Requixa tinha uma pessoa, considerada braço direito, que era a antropóloga Glaucia Amaral, ambos estavam tendo contato com empreendimentos da época, um na Califórnia (EUA), que transformava a função social em lazer. Vendo que a arquitetura antiga estava sendo resgatada para um outro uso, a requalificação, enviaram uma equipe do Sesc pra lá. Surge daí o questionamento sobre a demolição dos galpões da Pompeia, ser de fato necessário. Esse modelo também foi bastante usado em Manchester (Inglaterra) que foi palco da revolução industrial mundial.
Lina Bo Bardi
Dando uma volta ao tempo, (1914-1992). Lina nasce em Roma, em família que tem uma relação muito forte com a arte. Ela escolhe a arquitetura como profissão, pra uma mulher naquela época é algo bastante raro.
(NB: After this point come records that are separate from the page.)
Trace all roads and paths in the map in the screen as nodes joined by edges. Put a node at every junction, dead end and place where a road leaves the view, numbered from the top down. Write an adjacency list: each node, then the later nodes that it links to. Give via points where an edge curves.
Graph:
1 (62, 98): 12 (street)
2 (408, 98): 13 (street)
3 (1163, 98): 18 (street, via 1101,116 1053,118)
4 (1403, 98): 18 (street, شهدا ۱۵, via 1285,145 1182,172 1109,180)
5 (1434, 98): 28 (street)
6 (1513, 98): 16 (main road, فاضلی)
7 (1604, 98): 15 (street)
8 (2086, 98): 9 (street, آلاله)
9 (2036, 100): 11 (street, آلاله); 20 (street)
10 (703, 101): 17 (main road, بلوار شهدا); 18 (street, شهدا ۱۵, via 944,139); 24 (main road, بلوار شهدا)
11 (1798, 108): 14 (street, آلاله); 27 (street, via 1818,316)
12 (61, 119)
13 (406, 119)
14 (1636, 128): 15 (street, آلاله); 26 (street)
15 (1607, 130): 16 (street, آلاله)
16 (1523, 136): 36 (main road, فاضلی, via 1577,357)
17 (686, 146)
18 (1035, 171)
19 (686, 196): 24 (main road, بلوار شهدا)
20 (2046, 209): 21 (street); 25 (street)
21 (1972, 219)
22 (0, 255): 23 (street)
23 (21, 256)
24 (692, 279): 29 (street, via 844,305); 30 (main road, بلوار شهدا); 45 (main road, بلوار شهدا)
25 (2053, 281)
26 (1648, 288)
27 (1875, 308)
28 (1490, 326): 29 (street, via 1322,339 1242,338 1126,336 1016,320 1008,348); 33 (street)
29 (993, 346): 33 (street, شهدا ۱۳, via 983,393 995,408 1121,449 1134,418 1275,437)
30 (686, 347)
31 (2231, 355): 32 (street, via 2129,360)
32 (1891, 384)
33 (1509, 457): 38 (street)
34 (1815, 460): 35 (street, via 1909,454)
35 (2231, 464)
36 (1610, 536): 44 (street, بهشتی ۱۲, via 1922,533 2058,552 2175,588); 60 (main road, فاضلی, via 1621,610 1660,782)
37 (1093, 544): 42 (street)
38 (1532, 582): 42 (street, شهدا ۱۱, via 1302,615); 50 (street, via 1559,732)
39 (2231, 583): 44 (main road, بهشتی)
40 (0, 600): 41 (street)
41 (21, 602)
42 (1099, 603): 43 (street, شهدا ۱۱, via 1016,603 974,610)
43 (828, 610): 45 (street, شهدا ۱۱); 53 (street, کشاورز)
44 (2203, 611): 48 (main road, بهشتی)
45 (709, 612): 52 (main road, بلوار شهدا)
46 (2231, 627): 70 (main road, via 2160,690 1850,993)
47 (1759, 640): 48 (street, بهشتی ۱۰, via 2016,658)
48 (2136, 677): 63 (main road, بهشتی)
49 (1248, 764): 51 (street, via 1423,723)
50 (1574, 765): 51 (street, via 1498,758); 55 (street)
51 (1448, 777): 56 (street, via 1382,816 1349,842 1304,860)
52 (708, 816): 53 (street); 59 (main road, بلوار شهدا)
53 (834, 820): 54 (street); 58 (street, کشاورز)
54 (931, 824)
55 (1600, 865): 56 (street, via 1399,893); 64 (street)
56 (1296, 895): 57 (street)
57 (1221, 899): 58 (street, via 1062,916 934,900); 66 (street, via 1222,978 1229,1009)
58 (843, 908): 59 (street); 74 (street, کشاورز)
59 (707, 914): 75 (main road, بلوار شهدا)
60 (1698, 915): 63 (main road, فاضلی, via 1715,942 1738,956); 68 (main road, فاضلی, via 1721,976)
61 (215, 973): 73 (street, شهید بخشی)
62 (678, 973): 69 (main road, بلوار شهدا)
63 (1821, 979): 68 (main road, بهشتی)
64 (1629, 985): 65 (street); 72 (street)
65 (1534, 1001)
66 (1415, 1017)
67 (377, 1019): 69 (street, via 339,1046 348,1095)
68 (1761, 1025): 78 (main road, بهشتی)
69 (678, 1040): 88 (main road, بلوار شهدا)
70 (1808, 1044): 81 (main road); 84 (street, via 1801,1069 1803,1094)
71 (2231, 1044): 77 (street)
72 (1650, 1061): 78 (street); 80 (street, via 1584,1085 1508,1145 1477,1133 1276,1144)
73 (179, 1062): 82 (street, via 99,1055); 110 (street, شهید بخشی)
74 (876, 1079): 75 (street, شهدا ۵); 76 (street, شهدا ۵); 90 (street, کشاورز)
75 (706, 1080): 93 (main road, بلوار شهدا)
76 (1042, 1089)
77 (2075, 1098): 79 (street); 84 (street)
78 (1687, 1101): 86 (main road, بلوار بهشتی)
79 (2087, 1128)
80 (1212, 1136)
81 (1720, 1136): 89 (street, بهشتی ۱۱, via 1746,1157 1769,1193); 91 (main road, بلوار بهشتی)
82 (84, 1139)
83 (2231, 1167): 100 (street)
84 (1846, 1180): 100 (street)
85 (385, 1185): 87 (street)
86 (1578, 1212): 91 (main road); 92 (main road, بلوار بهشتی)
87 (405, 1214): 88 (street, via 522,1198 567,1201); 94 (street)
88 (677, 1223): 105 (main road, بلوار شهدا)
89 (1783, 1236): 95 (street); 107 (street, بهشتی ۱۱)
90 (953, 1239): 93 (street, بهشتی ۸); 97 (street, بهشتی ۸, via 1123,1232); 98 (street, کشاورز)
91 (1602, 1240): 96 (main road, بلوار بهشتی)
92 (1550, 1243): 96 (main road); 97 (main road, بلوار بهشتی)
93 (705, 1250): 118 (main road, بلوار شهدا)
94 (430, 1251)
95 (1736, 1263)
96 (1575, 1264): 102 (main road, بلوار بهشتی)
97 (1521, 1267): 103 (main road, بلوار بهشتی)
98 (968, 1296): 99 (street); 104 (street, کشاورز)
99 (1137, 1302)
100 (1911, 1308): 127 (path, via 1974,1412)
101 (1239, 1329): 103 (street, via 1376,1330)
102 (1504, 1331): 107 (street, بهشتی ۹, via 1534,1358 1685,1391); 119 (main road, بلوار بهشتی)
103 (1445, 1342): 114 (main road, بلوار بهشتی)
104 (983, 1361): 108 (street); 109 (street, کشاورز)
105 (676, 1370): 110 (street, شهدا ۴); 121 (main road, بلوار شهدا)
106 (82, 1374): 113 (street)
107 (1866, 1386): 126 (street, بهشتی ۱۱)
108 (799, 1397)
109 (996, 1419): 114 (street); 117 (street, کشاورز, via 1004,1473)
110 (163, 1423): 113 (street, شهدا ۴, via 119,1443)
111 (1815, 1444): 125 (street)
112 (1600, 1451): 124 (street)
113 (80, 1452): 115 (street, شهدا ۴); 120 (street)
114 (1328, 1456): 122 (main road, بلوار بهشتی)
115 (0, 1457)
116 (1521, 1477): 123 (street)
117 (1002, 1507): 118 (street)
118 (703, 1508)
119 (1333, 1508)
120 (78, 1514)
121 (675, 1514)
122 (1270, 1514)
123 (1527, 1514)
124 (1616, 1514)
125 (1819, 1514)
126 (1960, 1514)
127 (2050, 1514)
Ela se forma em Roma e a faculdade tem direcionamento para monumentos históricos e, isso era o que a incomodava porque, era de uma família progressista, muito ligada ao partido comunista, achava isso um discurso fascista e resolve ir para Milão. Lá, ela trabalha em em várias revistas, sendo Domus, a mais importante. Em Milão teve uma formação complementar em design e design de joias, de móveis, figurino. Lina traz peculiaridades nos seus projetos, como por exemplo, trazer no desenho o visitante do Projeto tomando sol, uniforme nos funcionários.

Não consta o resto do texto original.